Bluespec. The Rust of Hardware Design?

Posted on Oct 7, 2022

My Foray Into Bluespec

In 2017, a senior Phd student in the Synergy Accelerator Lab at Georgia Tech designed a machine learning accelerator engine in BSV - probably because they taught(perhaps still do) BSV as part of the undergrad curriculum at a particular university in Seoul. In 2018, my grad advisor wanted me to synthesize those designs into an FPGA. Since the BSV syntax was foreign to me at the time, I quickly developed an aversion to BSV and never actually bothered synthesizing that accelerator for an FPGA.

For various reasons, I eventually ended up getting involved in LiteX(circa fall 2019), mainly - I noticed a bunch of FPGA implementations published in academia were difficult if not impossible to reproduce, so I wanted my machine learning accelerator design to target a fully open source and reproducible FPGA toolchain. Yosys+NextPNR+OpenOCD formed the toolchain, and LiteX provided the IP needed for DDR3, ethernet, etc.

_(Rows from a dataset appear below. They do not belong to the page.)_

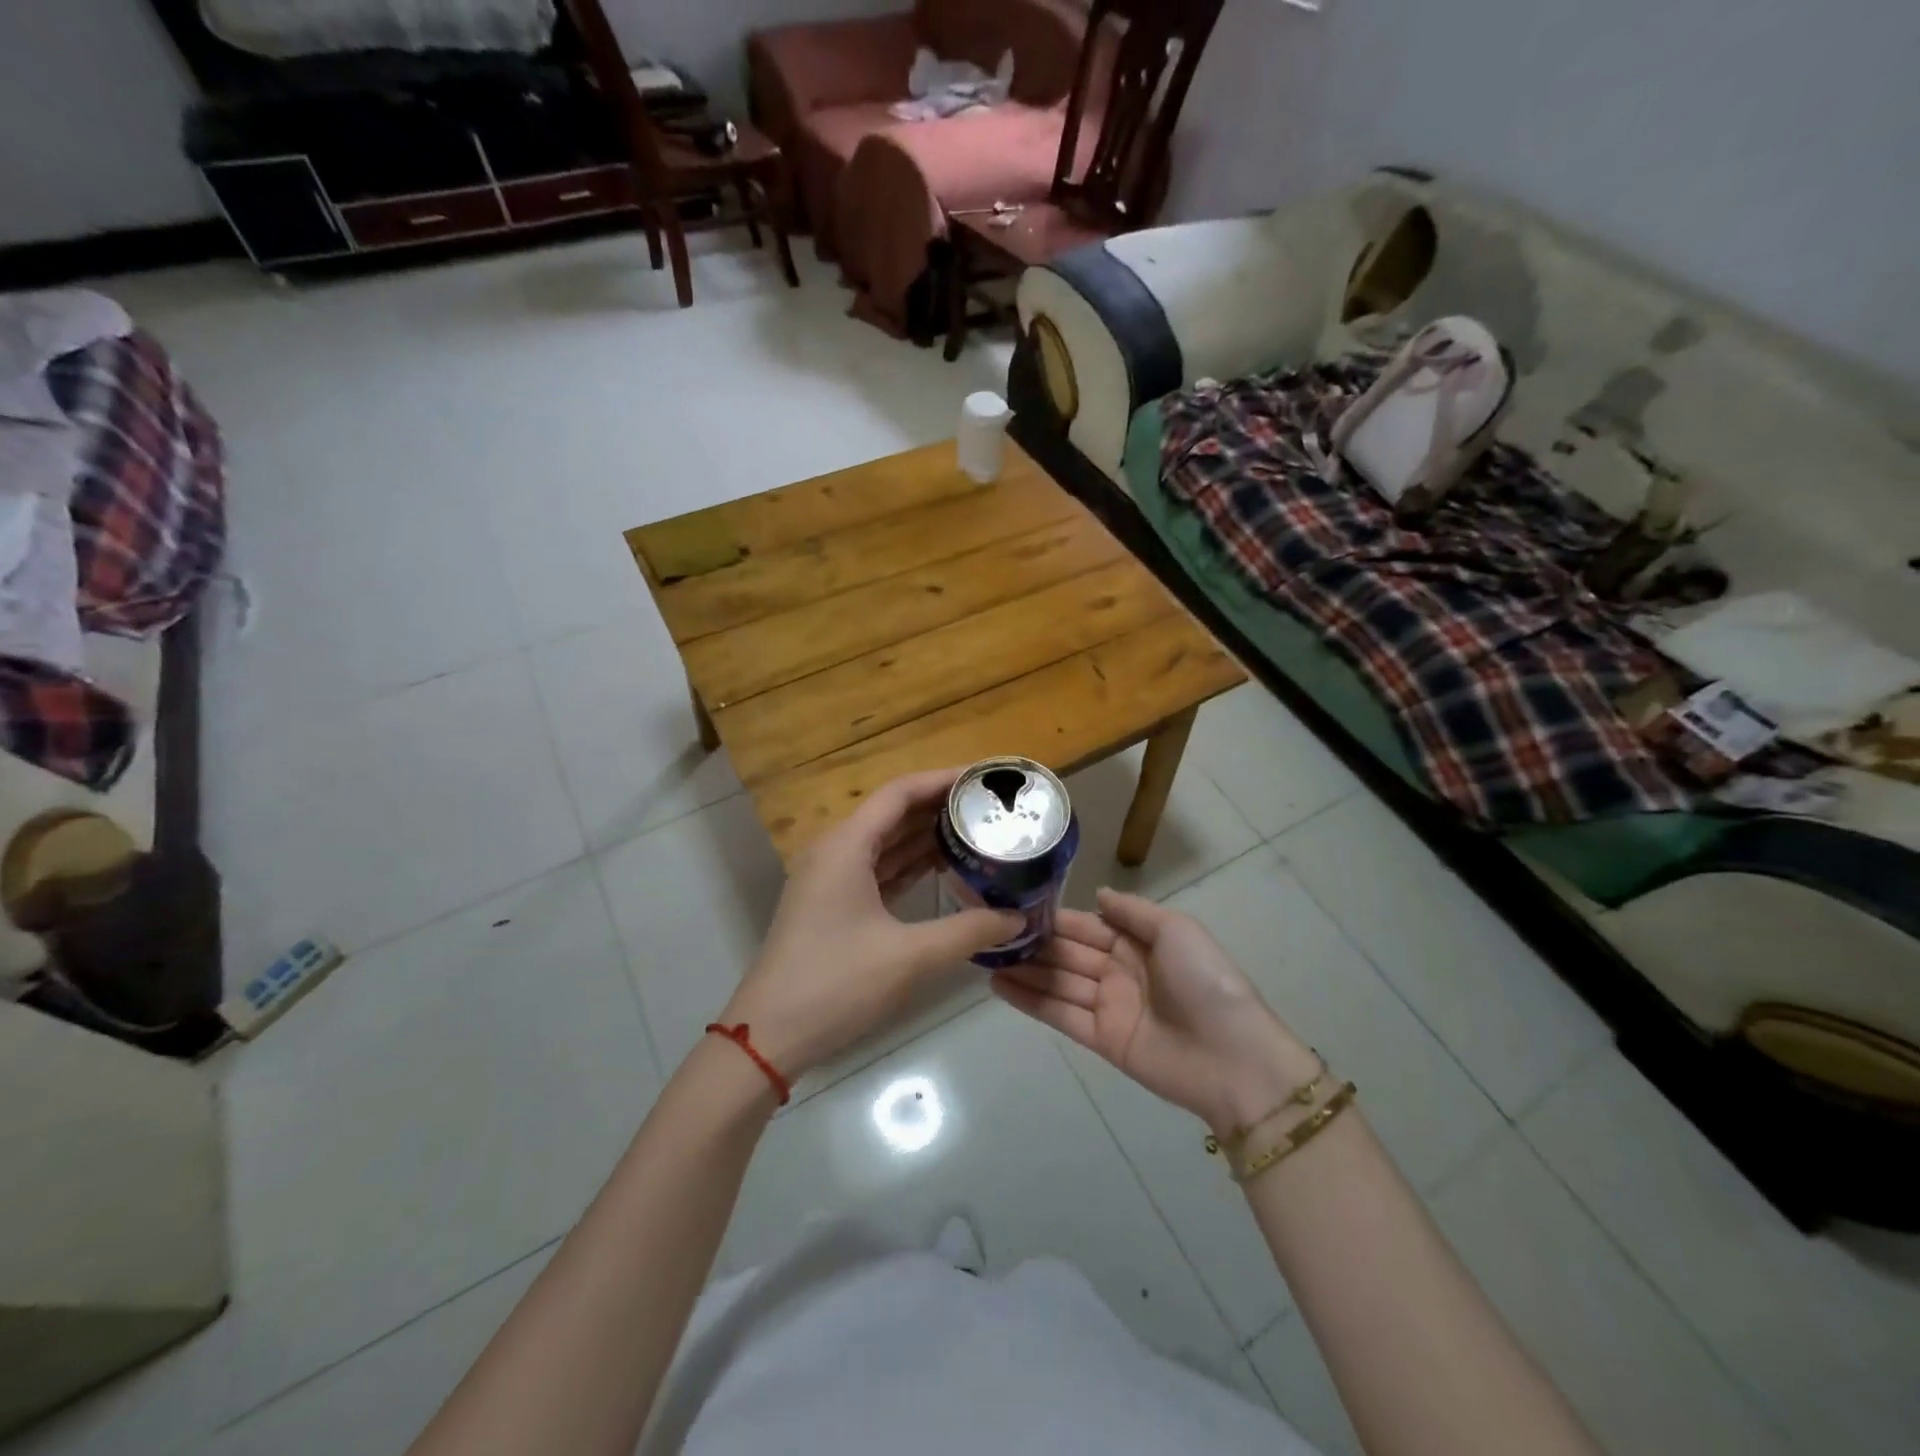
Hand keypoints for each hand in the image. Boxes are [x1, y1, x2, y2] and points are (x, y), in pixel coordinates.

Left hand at [720, 768, 1021, 1080]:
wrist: (770, 1035)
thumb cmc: (836, 984)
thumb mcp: (910, 956)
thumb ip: (969, 931)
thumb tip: (1018, 918)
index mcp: (846, 846)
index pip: (900, 793)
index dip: (943, 780)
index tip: (984, 779)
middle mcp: (836, 852)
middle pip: (893, 814)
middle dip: (940, 807)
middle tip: (990, 808)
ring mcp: (831, 879)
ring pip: (885, 843)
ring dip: (926, 837)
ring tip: (977, 833)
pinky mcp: (832, 905)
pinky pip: (878, 870)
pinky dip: (910, 866)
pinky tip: (944, 870)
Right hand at [992, 888, 1320, 1135]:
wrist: (1232, 1057)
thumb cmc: (1205, 982)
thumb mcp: (1176, 930)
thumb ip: (1133, 911)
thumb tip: (1097, 893)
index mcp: (1138, 942)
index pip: (1087, 925)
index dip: (1055, 918)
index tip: (1017, 906)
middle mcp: (1119, 970)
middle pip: (1068, 953)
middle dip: (1033, 944)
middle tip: (989, 932)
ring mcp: (1108, 1006)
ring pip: (1058, 982)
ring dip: (1024, 971)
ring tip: (984, 957)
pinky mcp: (1101, 1039)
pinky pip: (1060, 1015)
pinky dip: (1030, 1001)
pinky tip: (999, 986)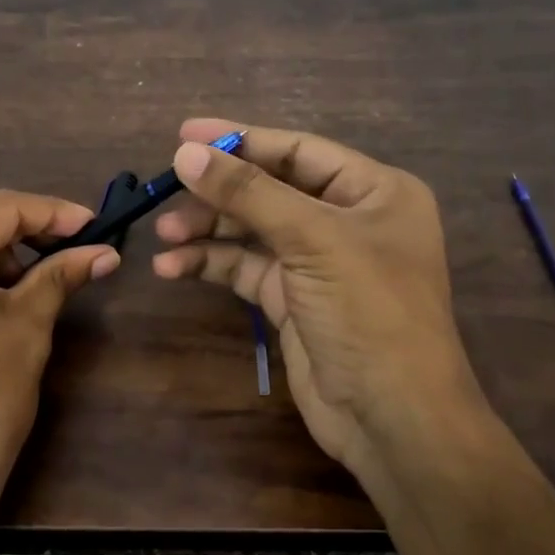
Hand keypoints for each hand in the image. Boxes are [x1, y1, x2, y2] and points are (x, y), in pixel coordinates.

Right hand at [152, 119, 489, 494]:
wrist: (391, 417)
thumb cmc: (369, 312)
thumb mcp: (312, 240)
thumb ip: (248, 193)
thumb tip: (186, 153)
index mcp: (374, 191)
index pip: (298, 151)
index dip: (240, 140)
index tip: (183, 136)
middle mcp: (348, 221)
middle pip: (271, 190)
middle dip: (219, 193)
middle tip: (166, 189)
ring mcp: (319, 264)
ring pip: (253, 232)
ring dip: (208, 231)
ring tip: (164, 236)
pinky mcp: (293, 301)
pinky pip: (247, 269)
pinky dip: (212, 265)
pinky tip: (174, 267)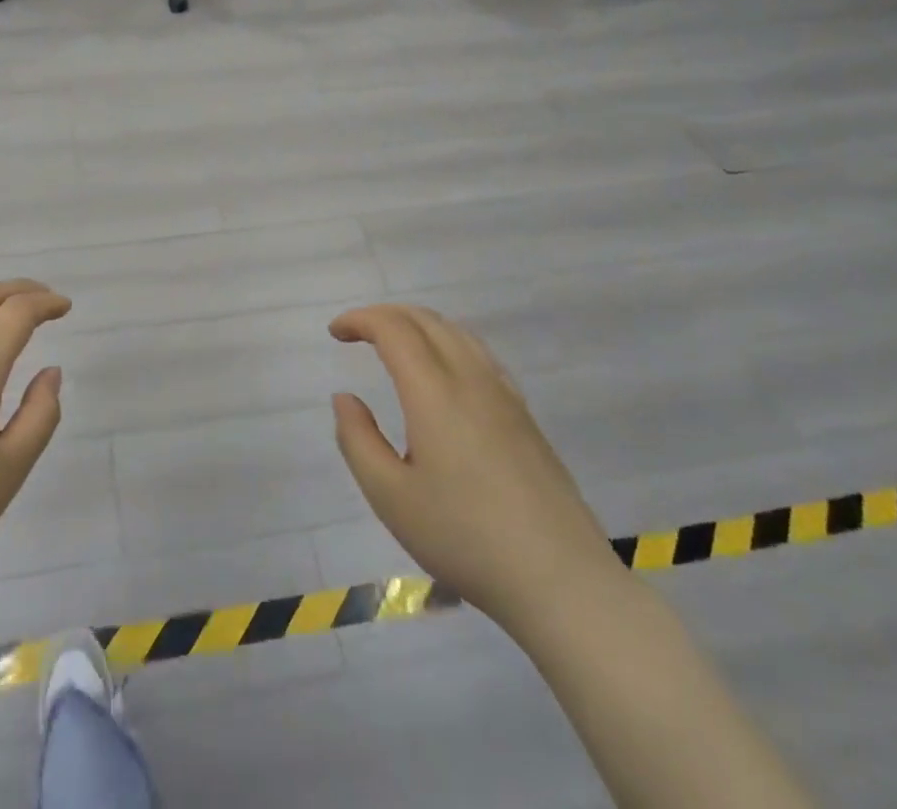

I was particularly interested in the part of LiteX called LitePcie, which is written in Migen. After experimenting with Migen, I left it for it's spiritual successor, nMigen(now Amaranth), which was new at the time and offered the first class support for module hierarchies that Migen lacked. I then left nMigen for Chisel as nMigen simulation speeds were becoming unacceptably slow for a larger PowerPC design which admittedly wasn't well structured to begin with. In addition to slow nMigen simulation speeds with the built-in simulator, the faster CXXRTL-yosys simulation backend for nMigen was still in its infancy. And after a few months, I left Chisel for SpinalHDL as Chisel had some issues with regards to inspecting single elements in vectors or printing enums during simulation.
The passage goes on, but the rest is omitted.